Si l’on occulte les sujets purement politiques, la rwandaise n’a pas à pâlir de son mandat. En effet, avec Louise Mushikiwabo, plusieurs réformes ont été engagées et des projets phares à forte valeur ajouté initiés et mis en œuvre en direction notamment des jeunes et des femmes. N’est-ce pas en cela qu’il faut comprendre le thème retenu pour ce sommet de Djerba ainsi intitulé : « La connectivité dans la diversité : le numérique, vecteur de développement et de solidarité dans l’espace francophone » ? Le numérique, voilà justement ce qui unit le monde, outil indispensable au progrès dans tous les domaines et secteurs de la vie. Le prochain sommet de la Francophonie, ce sera à Villers-Cotterêts en France en 2024, là où le roi François 1er décréta le français comme langue du Royaume de France.

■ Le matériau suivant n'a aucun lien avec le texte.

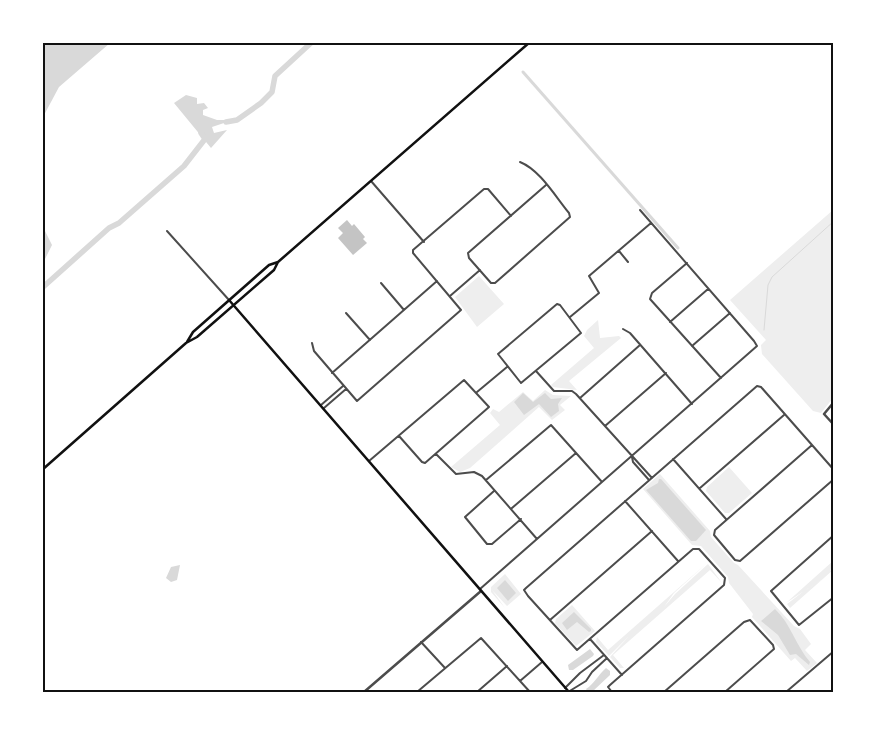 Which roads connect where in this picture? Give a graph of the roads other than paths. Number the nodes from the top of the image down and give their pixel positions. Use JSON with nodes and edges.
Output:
{"nodes":[{"id":1,"x":530,"y":42,"type":"edge"},
{"id":2,"x":520,"y":162,"type":"dead end"},
{"id":3,"x":371,"y":181,"type":"junction"},
{"id":4,"x":546,"y":185,"type":"junction"},
{"id":5,"x":640,"y":210,"type":"dead end"},
{"id":6,"x":511,"y":216,"type":"junction"},
{"id":7,"x":651,"y":223,"type":"junction"},
{"id":8,"x":167,"y":231,"type":"dead end"},
{"id":9,"x":424,"y":242,"type":"junction"},
{"id":10,"x":619,"y":251,"type":"junction"},
{"id":11,"x":278,"y":262,"type":"junction"},
{"id":12,"x":628,"y":262,"type":"dead end"},
{"id":13,"x":687,"y":264,"type":"junction"},
{"id":14,"x":480,"y":270,"type":"junction"},
{"id":15,"x":437,"y":281,"type":"junction"},
{"id":16,"x":381,"y":283,"type":"dead end"},
{"id":17,"x":709,"y":288,"type":"junction"},
{"id":18,"x":450,"y":296,"type":"junction"},
{"id":19,"x":229,"y":300,"type":"junction"},
{"id":20,"x":234,"y":305,"type":"junction"},
{"id":21,"x":404,"y":310,"type":"junction"},
{"id":22,"x":346,"y":313,"type":"dead end"},
{"id":23,"x":730,"y":313,"type":"junction"},
{"id":24,"x":570,"y":317,"type":"junction"},
{"id":25,"x":670,"y":322,"type":"junction"},
{"id":26,"x":623,"y":329,"type":"dead end"},
{"id":27,"x":370,"y":340,"type":"junction"},
{"id":28,"x":186,"y":343,"type":"junction"},
{"id":29,"x":312,"y":343,"type":"dead end"},
{"id":30,"x":640,"y":344,"type":"junction"},
{"id":31,"x":692,"y":346,"type":"junction"},
{"id":32,"x":507,"y":367,"type":"junction"},
{"id":33,"x":536,"y":371,"type":"junction"},
{"id":34,"x":332,"y":373,"type":"junction"},
{"id":35,"x":666,"y":373,"type":"junction"},
{"id":36,"x":721,"y":378,"type":"junction"},
{"id":37,"x":344,"y":386,"type":"junction"},
{"id":38,"x":346,"y":389,"type":"junction"},
{"id":39,"x":477,"y":392,"type":"junction"},
{"id":40,"x":580,"y":398,"type":"junction"},
{"id":41,"x":834,"y":402,"type":"edge"},
{"id":42,"x":692,"y":404,"type":"junction"},
{"id":43,"x":322,"y":407,"type":"junction"},
{"id":44,"x":784,"y":414,"type":"junction"},
{"id":45,"x":834,"y":425,"type":"edge"},
{"id":46,"x":605,"y":426,"type":"junction"},
{"id":47,"x":399,"y":436,"type":"junction"},
{"id":48,"x":812,"y":445,"type":"junction"},
{"id":49,"x":576,"y":453,"type":"junction"},
{"id":50,"x":436,"y":454,"type":"junction"},
{"id":51,"x":632,"y":457,"type":"junction"},
{"id":52,"x":673,"y":459,"type":"junction"},
{"id":53,"x":369,"y":461,"type":"junction"},
{"id":54,"x":42,"y":470,"type":"edge"},
{"id":55,"x":834,"y":470,"type":"edge"},
{"id":56,"x":652,"y":478,"type":"junction"},
{"id":57,"x":834,"y":479,"type":"edge"},
{"id":58,"x":486,"y":480,"type":"junction"},
{"id":59,"x":649,"y":480,"type":"junction"},
{"id":60,"x":602,"y":482,"type":"junction"},
{"id":61,"x":700,"y":488,"type":"junction"},
{"id":62,"x":494,"y":490,"type":"junction"},
{"id":63,"x":625,"y":501,"type":"junction"},
{"id":64,"x":511,"y":509,"type":"junction"},
{"id":65,"x":520,"y":519,"type":"junction"},
{"id":66,"x":727,"y":519,"type":"junction"},
{"id":67,"x":652,"y":531,"type":"junction"},
{"id":68,"x":834,"y":535,"type":"edge"},
{"id":69,"x":537,"y":539,"type":"junction"},
{"id":70,"x":679,"y":561,"type":"junction"},
{"id":71,"x":480,"y":590,"type":"junction"},
{"id":72,"x":834,"y":598,"type":"edge"},
{"id":73,"x":549,"y":620,"type":"junction"},
{"id":74,"x":590,"y":639,"type":"junction"},
{"id":75,"x":421,"y":642,"type":"junction"},
{"id":76,"x":833,"y":653,"type":"edge"},
{"id":77,"x":604,"y":655,"type":"junction"},
{"id":78,"x":608,"y":658,"type":"junction"},
{"id":79,"x":542,"y":662,"type":"junction"},
{"id":80,"x":507,"y":666,"type":"junction"},
{"id":81,"x":445,"y":668,"type":"junction"},
{"id":82,"x":622,"y":674,"type":"junction"},
{"id":83,"x":520,"y":681,"type":"junction"},
{"id":84,"x":565,"y":688,"type":"junction"},
{"id":85,"x":364,"y":692,"type":"edge"},
{"id":86,"x":417,"y":692,"type":"edge"},
{"id":87,"x":477,"y":692,"type":"edge"},
{"id":88,"x":530,"y":692,"type":"edge"},
{"id":89,"x":569,"y":692,"type":"edge"},
{"id":90,"x":612,"y":692,"type":"edge"},
{"id":91,"x":664,"y":692,"type":"edge"},
{"id":92,"x":724,"y":692,"type":"edge"},
{"id":93,"x":786,"y":692,"type":"edge"}],
"edges":[{"from":1,"to":3,"type":"main road"},
{"from":2,"to":4,"type":"street"},
{"from":3,"to":9,"type":"street"},
{"from":3,"to":11,"type":"main road"},
{"from":4,"to":6,"type":"street"},
{"from":4,"to":14,"type":"street"},
{"from":5,"to":7,"type":"street"},
{"from":6,"to":9,"type":"street"},
{"from":6,"to":14,"type":"street"},
{"from":7,"to":10,"type":"street"},
{"from":7,"to":13,"type":"street"},
{"from":8,"to":19,"type":"street"},
{"from":9,"to":15,"type":"street"},
{"from":10,"to":12,"type":"street"},
{"from":10,"to":24,"type":"street"},
{"from":11,"to":19,"type":"main road"},
{"from":11,"to":20,"type":"main road"},
{"from":13,"to":17,"type":"street"},
{"from":13,"to":25,"type":"street"},
{"from":14,"to":18,"type":"street"},
{"from":15,"to":18,"type":"street"},
{"from":15,"to":21,"type":"street"},
{"from":16,"to":21,"type":"street"},
{"from":17,"to":23,"type":"street"},
{"from":17,"to":25,"type":"street"},
{"from":18,"to":38,"type":"street"},
{"from":19,"to":20,"type":"main road"},
{"from":19,"to":28,"type":"main road"},
{"from":20,"to":28,"type":"main road"},
{"from":20,"to":43,"type":"main road"},
{"from":21,"to":27,"type":"street"},
{"from":22,"to":27,"type":"street"},
{"from":23,"to":31,"type":"street"},
{"from":23,"to":36,"type":"street"},
{"from":24,"to":32,"type":"street"},
{"from":24,"to":33,"type":"street"},
{"from":25,"to":31,"type":"street"},
{"from":26,"to":30,"type":"street"},
{"from":27,"to":34,"type":"street"},
{"from":28,"to":54,"type":"main road"},
{"from":29,"to":34,"type":"street"},
{"from":30,"to":35,"type":"street"},
{"from":30,"to":40,"type":"street"},
{"from":31,"to":36,"type":"street"},
{"from":32,"to":33,"type":"street"},
{"from":32,"to":39,"type":"street"},
{"from":33,"to":40,"type":"street"},
{"from":34,"to":37,"type":"street"},
{"from":35,"to":42,"type":"street"},
{"from":35,"to":46,"type":"street"},
{"from":36,"to":42,"type":"street"},
{"from":37,"to":38,"type":"street"},
{"from":37,"to":43,"type":"street"},
{"from":38,"to":43,"type":"street"},
{"from":39,"to":47,"type":"street"},
{"from":39,"to":50,"type":"street"},
{"from":40,"to":46,"type":"street"},
{"from":41,"to":45,"type":"street"},
{"from":42,"to":51,"type":"street"},
{"from":43,"to":53,"type":"main road"},
{"from":44,"to":48,"type":"street"},
{"from":44,"to":52,"type":"street"},
{"from":44,"to":61,"type":"street"},
{"from":46,"to":51,"type":"street"},
{"from":47,"to":50,"type":"street"},
{"from":47,"to":53,"type":"street"},
{"from":48,"to":55,"type":"street"},
{"from":48,"to":66,"type":"street"},
{"from":49,"to":58,"type":"street"},
{"from":49,"to":60,"type":"street"},
{"from":49,"to":64,"type":"street"},
{"from":50,"to":58,"type":"street"},
{"from":51,"to":56,"type":"street"},
{"from":51,"to":59,"type":"street"},
{"from":51,"to":60,"type":"street"},
{"from":52,"to":56,"type":"street"},
{"from":52,"to":61,"type":"street"},
{"from":53,"to":71,"type":"main road"},
{"from":56,"to":59,"type":"street"},
{"from":57,"to":66,"type":"street"},
{"from":58,"to":62,"type":"street"},
{"from":59,"to":63,"type":"street"},
{"from":60,"to":69,"type":"street"},
{"from":61,"to":66,"type":"street"},
{"from":62,"to":64,"type":"street"},
{"from":62,"to":65,"type":"street"},
{"from":63,"to":67,"type":"street"},
{"from":63,"to":73,"type":"street"},
{"from":64,"to":65,"type":"street"},
{"from":65,"to":69,"type":"street"},
{"from":67,"to":70,"type":"street"},
{"from":67,"to":73,"type":"street"},
{"from":68,"to":72,"type":"street"},
{"from":69,"to":71,"type":"street"},
{"from":70,"to":74,"type":"street"},
{"from":70,"to":82,"type":"street"},
{"from":71,"to":75,"type":"street"},
{"from":71,"to":79,"type":"main road"},
{"from":73,"to":74,"type":"street"},
{"from":74,"to":77,"type":"street"},
{"from":75,"to":81,"type":"street"},
{"from":75,"to":85,"type":"street"},
{"from":76,"to":93,"type":"street"},
{"from":77,"to":78,"type":"street"},
{"from":77,"to":84,"type":"street"},
{"from":78,"to":82,"type":"street"},
{"from":78,"to":89,"type":"street"},
{"from":79,"to":83,"type":"street"},
{"from":79,"to":84,"type":"main road"},
{"from":80,"to":81,"type":"street"},
{"from":80,"to":83,"type":"street"},
{"from":80,"to":87,"type":"street"},
{"from":81,"to":86,"type":"street"},
{"from":82,"to":90,"type":"street"},
{"from":83,"to":88,"type":"street"},
{"from":84,"to":89,"type":"main road"},
{"from":91,"to":92,"type":"street"}]} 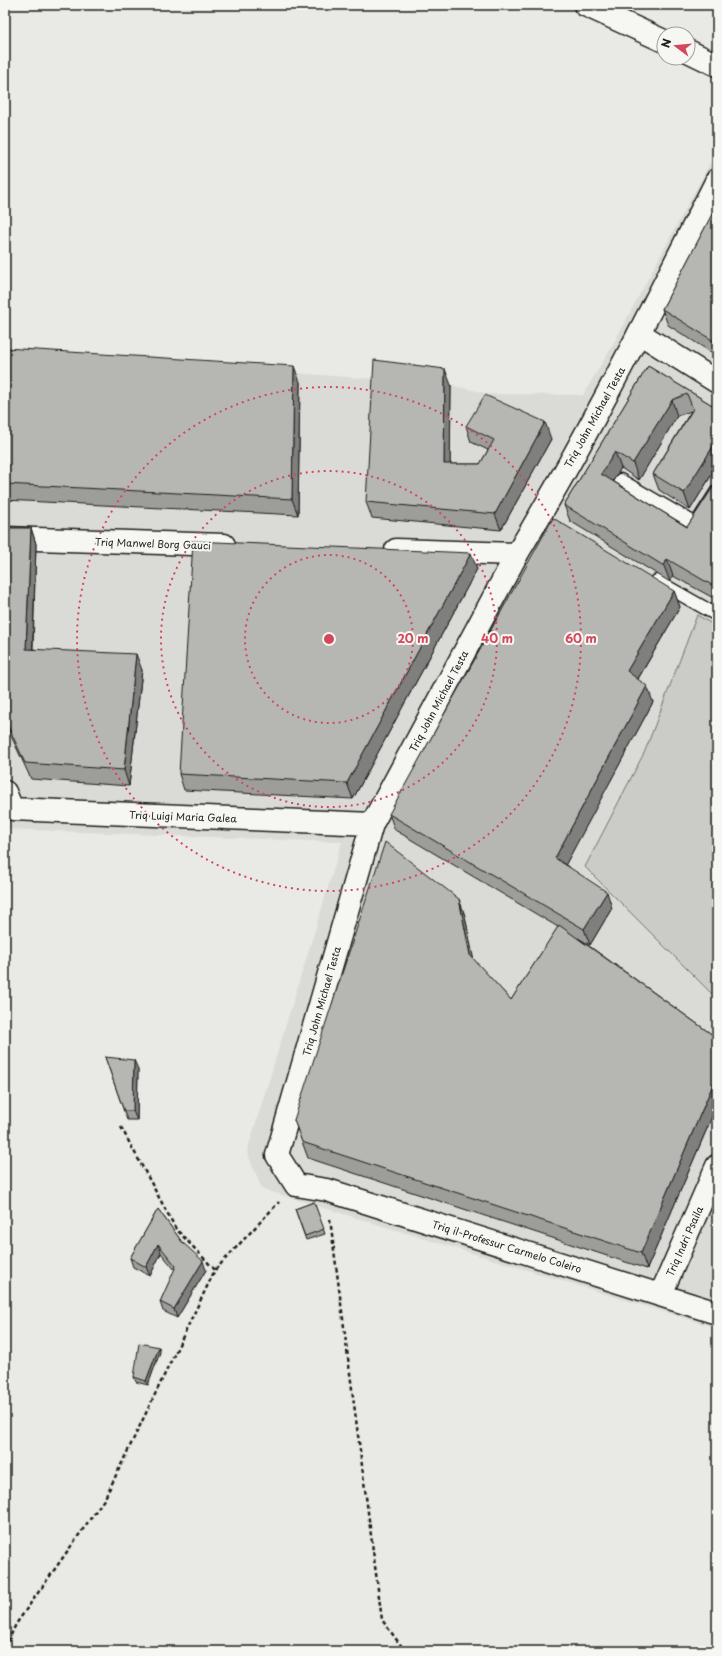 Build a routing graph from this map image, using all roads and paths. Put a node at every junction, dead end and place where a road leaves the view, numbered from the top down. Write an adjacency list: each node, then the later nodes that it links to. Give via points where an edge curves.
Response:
1 (585, 5): 2 (street)
2 (656, 37)
3 (696, 55): 4 (street)
4 (717, 65)
5 (717, 180): 6 (street, Triq John Michael Testa)
6 (639, 334): 7 (street); 13 (street, Triq John Michael Testa, via 544,517)
7 (717, 382)
8 (620, 480): 9 (lane, via 696,524)
9 (717, 491)
10 (5, 538): 11 (street, Triq Manwel Borg Gauci)
11 (241, 546)
12 (375, 550): 13 (street)
13 (517, 554): 17 (street, Triq John Michael Testa)
14 (649, 576): 15 (lane)
15 (717, 615)
16 (5, 792): 17 (street, Triq Luigi Maria Galea, via 12,809)
17 (372, 824): 20 (street, Triq John Michael Testa, via 277,1155)
18 (121, 1127): 22 (path, via 176,1229)
19 (717, 1166): 23 (street, Triq Indrì Psaila)
20 (296, 1185): 21 (street, Triq il-Professur Carmelo Coleiro); 22 (path)
21 (327, 1190): 23 (street, Triq il-Professur Carmelo Coleiro); 26 (path, via 382,1620)
22 (215, 1270): 25 (path, via 105,1498 16,1624)
23 (660, 1294): 24 (street, Triq il-Professur Carmelo Coleiro)
24 (717, 1313)
25 (5, 1648)
26 (405, 1651) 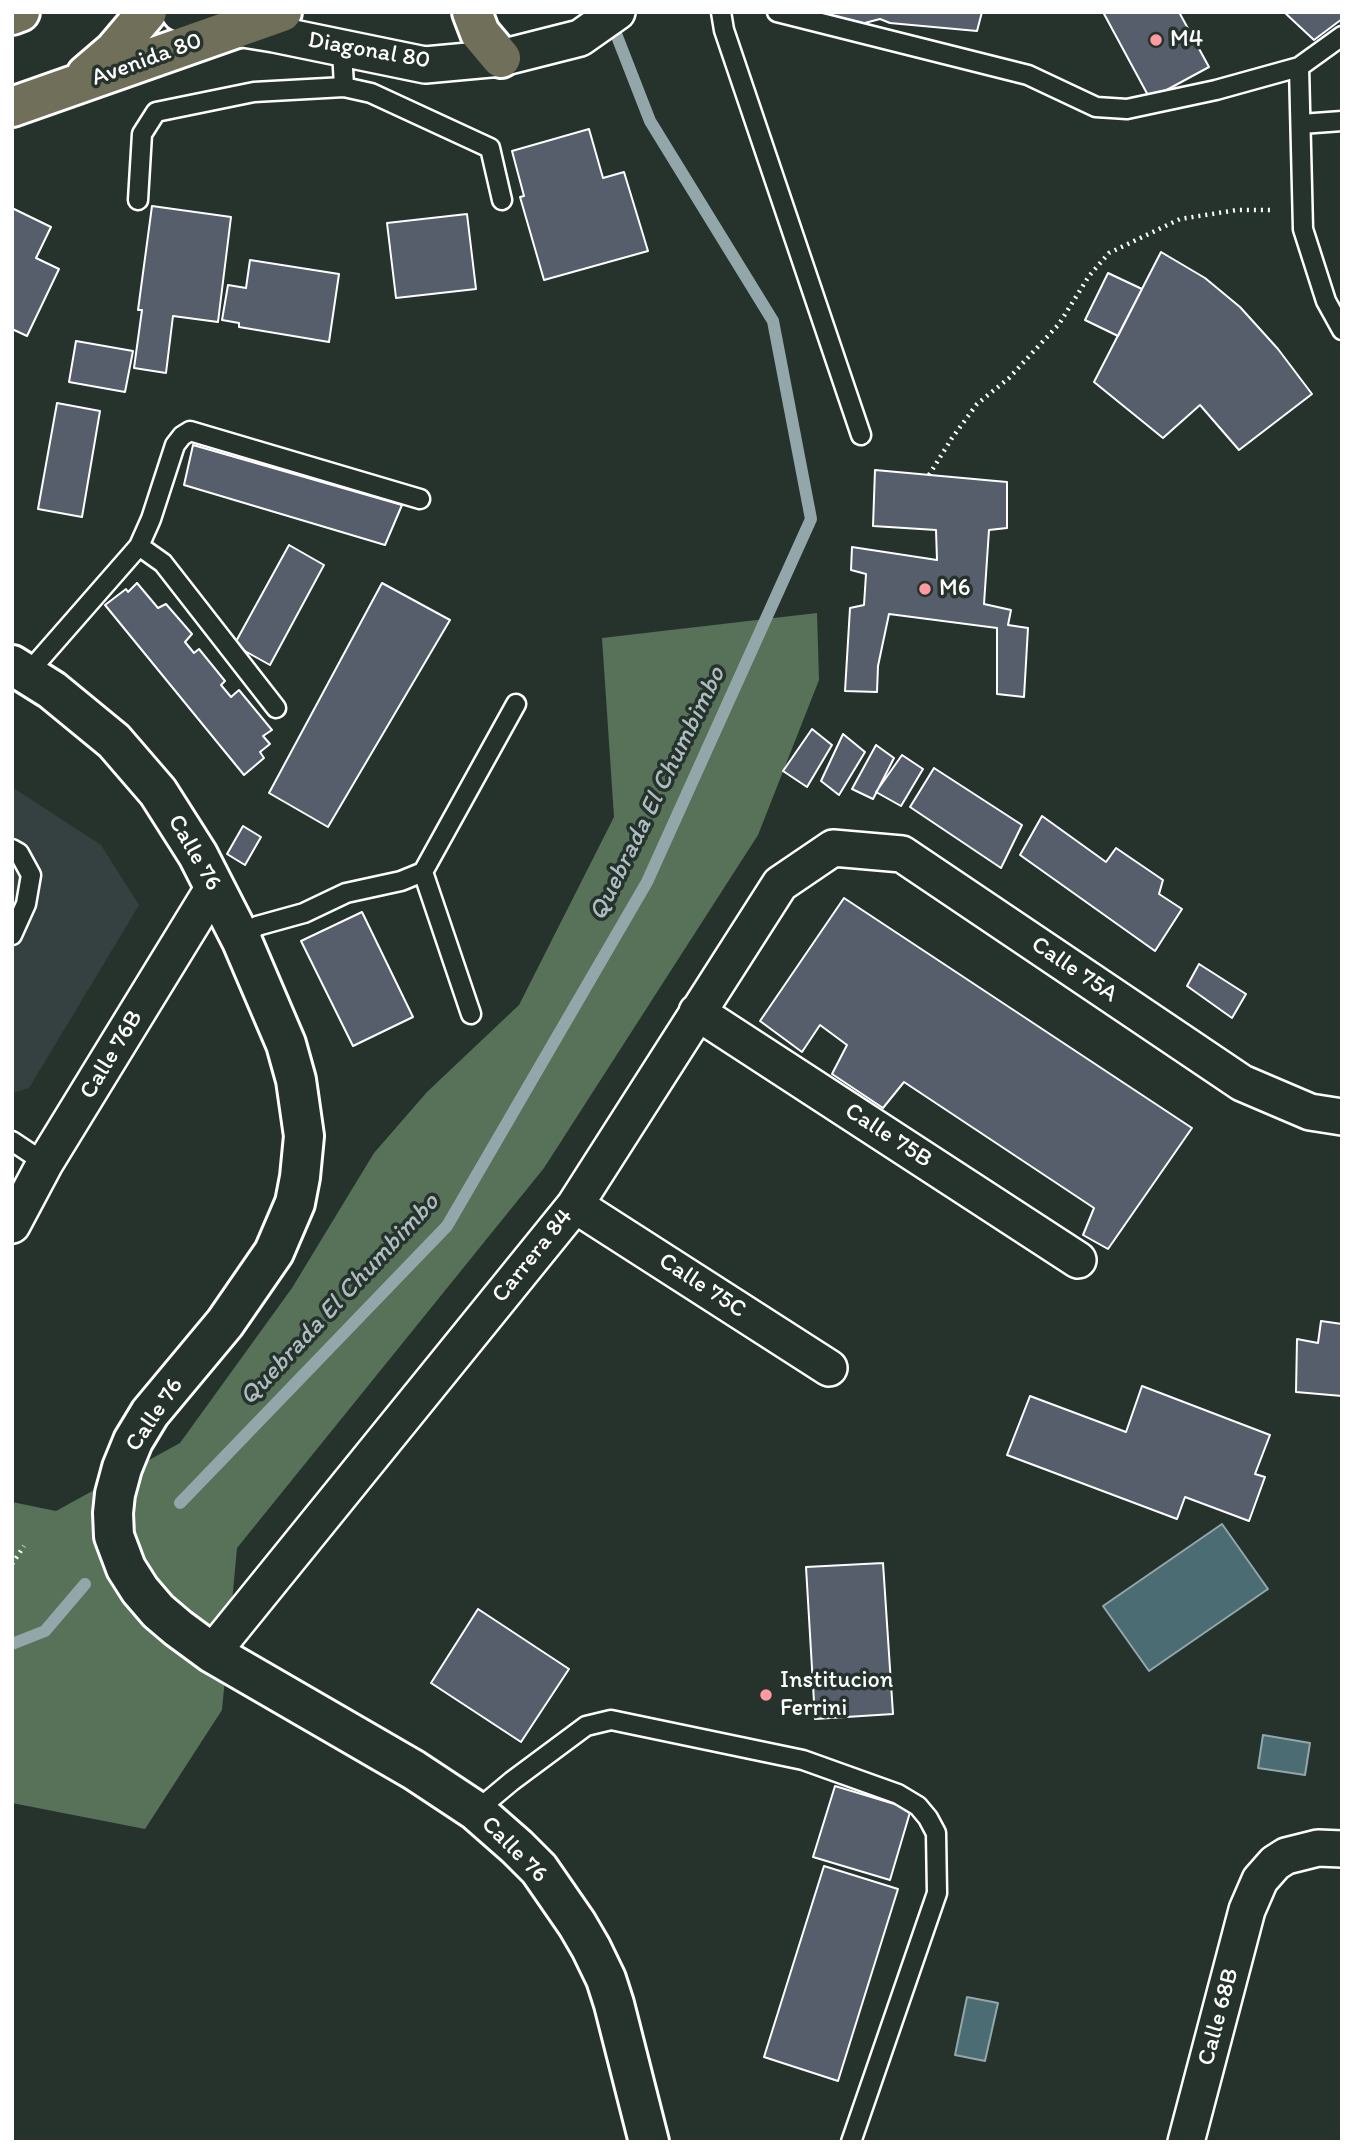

Depuis 1991, le pays d’Emmanuel Macron n’a plus accueilli de sommet de la Francophonie. Quant aux prochains jeux de la Francophonie, ils sont prévus en 2023 en RDC.
OUMAROU KANE
A propos de la Francophonie
Le 20 mars 1970, à Niamey la capitale du Niger naissait l’ancêtre de la Francophonie, à savoir l’Agence de Coopération Culturelle et Technique (ACCT) à l’initiative des présidents nigérien Diori Hamani, sénégalais Léopold Sédar Senghor, tunisien Habib Bourguiba et du prince Norodun Sihanouk du Cambodge. A sa création, l’ACCT comptait 21 pays que sont : Belgique, Bénin, Burundi, Cambodge, Canada, Côte d’Ivoire, France, Gabon, Haute Volta (actuel Burkina Faso), Luxembourg, Madagascar, Mali, Ile Maurice, Monaco, Niger, Rwanda, Sénégal, Tchad, Togo, Tunisie et Vietnam. Aujourd’hui, l’Organisation International de la Francophonie compte 54 pays membres, 7 membres associés et 27 observateurs. Le français est langue officielle dans 29 pays. Il est la 5ème langue parlée au monde, avec 321 millions de locuteurs. Il est la 4ème langue sur Internet.